O erro operativo de René Guénon. Os limites de uma visão
Extrato de “René Guénon e as origens da Maçonaria” por Roger Dachez em Estudos de história do esoterismo (Ed. Cerf)
“Em diversos lugares da sua obra, […] Guénon pronunciou-se claramente sobre a filiação existente entre a Maçonaria moderna, especulativa, e a maçonaria antiga, medieval e operativa. Melhor ainda, ele fez dessa continuidade institucional – e foi ela apenas sutilmente detectável […] a condição sine qua non da legitimidade tradicional e da regularidade iniciática da maçonaria. Mas, sobre este último ponto, ele pisou claramente o terreno da história e deliberadamente solicitou as fontes. […] O olhar de René Guénon sobre as origens da Maçonaria, através de uma vasta obra, complexa e muitas vezes provocadora, tem limitações que dificilmente é possível ignorar. O primeiro é o tom por vezes peremptório que ele usa e que, por vezes, leva a julgamentos precipitados em áreas onde a verificação de dados levaram a contradizer de maneira convincente, nos parece, algumas de suas teses. Poder-se-ia observar, no entanto, que se trata, neste caso de uma característica bastante geral – e não a mais atraente – do discurso Guénoniano, independentemente do tema abordado. O segundo limite, que é talvez só o desenvolvimento do primeiro, é uma certa ambiguidade, para não dizer um autêntico equívoco. […] Sobre a filiação operativa da Maçonaria, o essencial é que ele pode afirmar não era objeto de praticamente nenhum debate no meio “racionalista e acadêmico” de seu tempo, e estava baseada em uma documentação clássica e verificada sobre a qual ele não tinha qualquer exclusividade e que nada lhe devia: o inventário de sua biblioteca fornece a prova. Guénon, neste caso, portanto, recorreu à opinião corrente, nada mais.

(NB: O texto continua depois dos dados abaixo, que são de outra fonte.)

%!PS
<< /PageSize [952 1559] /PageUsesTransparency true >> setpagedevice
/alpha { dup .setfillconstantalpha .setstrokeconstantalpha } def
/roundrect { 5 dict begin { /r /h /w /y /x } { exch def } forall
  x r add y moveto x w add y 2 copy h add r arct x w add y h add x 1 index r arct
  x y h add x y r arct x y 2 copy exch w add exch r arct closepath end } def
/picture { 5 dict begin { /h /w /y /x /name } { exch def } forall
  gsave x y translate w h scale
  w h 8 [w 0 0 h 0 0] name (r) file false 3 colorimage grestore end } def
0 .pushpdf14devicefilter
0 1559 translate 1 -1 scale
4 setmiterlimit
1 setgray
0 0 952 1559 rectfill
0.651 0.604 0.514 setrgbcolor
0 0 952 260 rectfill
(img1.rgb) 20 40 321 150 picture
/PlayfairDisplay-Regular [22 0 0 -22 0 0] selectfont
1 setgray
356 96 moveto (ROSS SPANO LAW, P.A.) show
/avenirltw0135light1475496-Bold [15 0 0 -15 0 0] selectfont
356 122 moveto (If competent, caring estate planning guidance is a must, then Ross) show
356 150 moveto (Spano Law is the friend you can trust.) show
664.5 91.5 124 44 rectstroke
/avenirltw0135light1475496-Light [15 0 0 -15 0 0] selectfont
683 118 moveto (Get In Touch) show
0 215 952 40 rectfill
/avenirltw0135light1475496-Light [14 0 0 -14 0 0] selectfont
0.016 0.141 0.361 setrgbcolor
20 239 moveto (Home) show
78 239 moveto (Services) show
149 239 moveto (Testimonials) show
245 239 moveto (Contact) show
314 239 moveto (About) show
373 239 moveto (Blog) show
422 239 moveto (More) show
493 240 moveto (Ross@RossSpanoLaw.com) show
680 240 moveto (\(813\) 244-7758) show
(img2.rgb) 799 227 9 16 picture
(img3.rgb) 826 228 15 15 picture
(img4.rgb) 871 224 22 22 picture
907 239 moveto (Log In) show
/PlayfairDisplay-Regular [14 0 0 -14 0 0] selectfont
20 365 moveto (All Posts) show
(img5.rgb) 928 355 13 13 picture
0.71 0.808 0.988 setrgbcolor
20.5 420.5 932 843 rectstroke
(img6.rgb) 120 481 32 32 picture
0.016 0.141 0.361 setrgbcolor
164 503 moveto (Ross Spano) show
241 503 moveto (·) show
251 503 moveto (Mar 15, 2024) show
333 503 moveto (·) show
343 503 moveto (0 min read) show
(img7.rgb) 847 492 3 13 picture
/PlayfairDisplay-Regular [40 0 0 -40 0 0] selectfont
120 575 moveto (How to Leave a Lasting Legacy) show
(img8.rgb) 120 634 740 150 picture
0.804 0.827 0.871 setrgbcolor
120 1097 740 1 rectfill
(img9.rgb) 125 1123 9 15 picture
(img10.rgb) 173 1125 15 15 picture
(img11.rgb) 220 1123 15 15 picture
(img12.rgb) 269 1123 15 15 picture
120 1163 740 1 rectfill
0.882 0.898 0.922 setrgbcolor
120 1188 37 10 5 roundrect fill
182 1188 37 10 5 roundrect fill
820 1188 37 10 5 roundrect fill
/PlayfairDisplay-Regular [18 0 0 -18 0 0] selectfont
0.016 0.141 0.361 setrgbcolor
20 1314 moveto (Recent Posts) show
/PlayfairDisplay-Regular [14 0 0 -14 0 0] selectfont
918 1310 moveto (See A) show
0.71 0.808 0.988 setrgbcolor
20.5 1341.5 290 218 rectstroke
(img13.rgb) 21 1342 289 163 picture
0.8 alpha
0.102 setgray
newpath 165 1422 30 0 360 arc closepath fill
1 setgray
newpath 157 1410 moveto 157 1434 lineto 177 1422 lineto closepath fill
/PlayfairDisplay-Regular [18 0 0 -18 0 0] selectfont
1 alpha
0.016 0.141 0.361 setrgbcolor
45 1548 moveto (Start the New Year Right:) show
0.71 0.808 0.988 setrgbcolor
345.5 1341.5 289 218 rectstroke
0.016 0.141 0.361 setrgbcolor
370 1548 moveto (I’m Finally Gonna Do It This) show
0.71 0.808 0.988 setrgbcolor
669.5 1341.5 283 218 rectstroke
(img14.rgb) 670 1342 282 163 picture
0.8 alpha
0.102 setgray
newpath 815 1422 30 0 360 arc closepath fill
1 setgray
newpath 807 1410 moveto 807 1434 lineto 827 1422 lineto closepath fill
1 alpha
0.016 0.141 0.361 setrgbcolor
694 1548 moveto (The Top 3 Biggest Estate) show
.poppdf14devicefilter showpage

Na maioria das vezes, não sabemos em que registro ele se situa. Em muitos lugares e em sobre assuntos muito diferentes, ele também indicava não achar que devia se justificar ou citar suas fontes ou referências; em uma palavra, estabelecer a autoridade em virtude da qual ele se pronunciava. Este ar de mistério que Guénon adorava, por vezes, se dar, deixando supor que ele tinha conhecido experiências raras e se beneficiado da contribuição de correspondentes ou informantes fora do comum, é sem dúvida para muitos o fascínio que ele não cessa de exercer, ainda hoje, sobre muitos dos seus leitores.”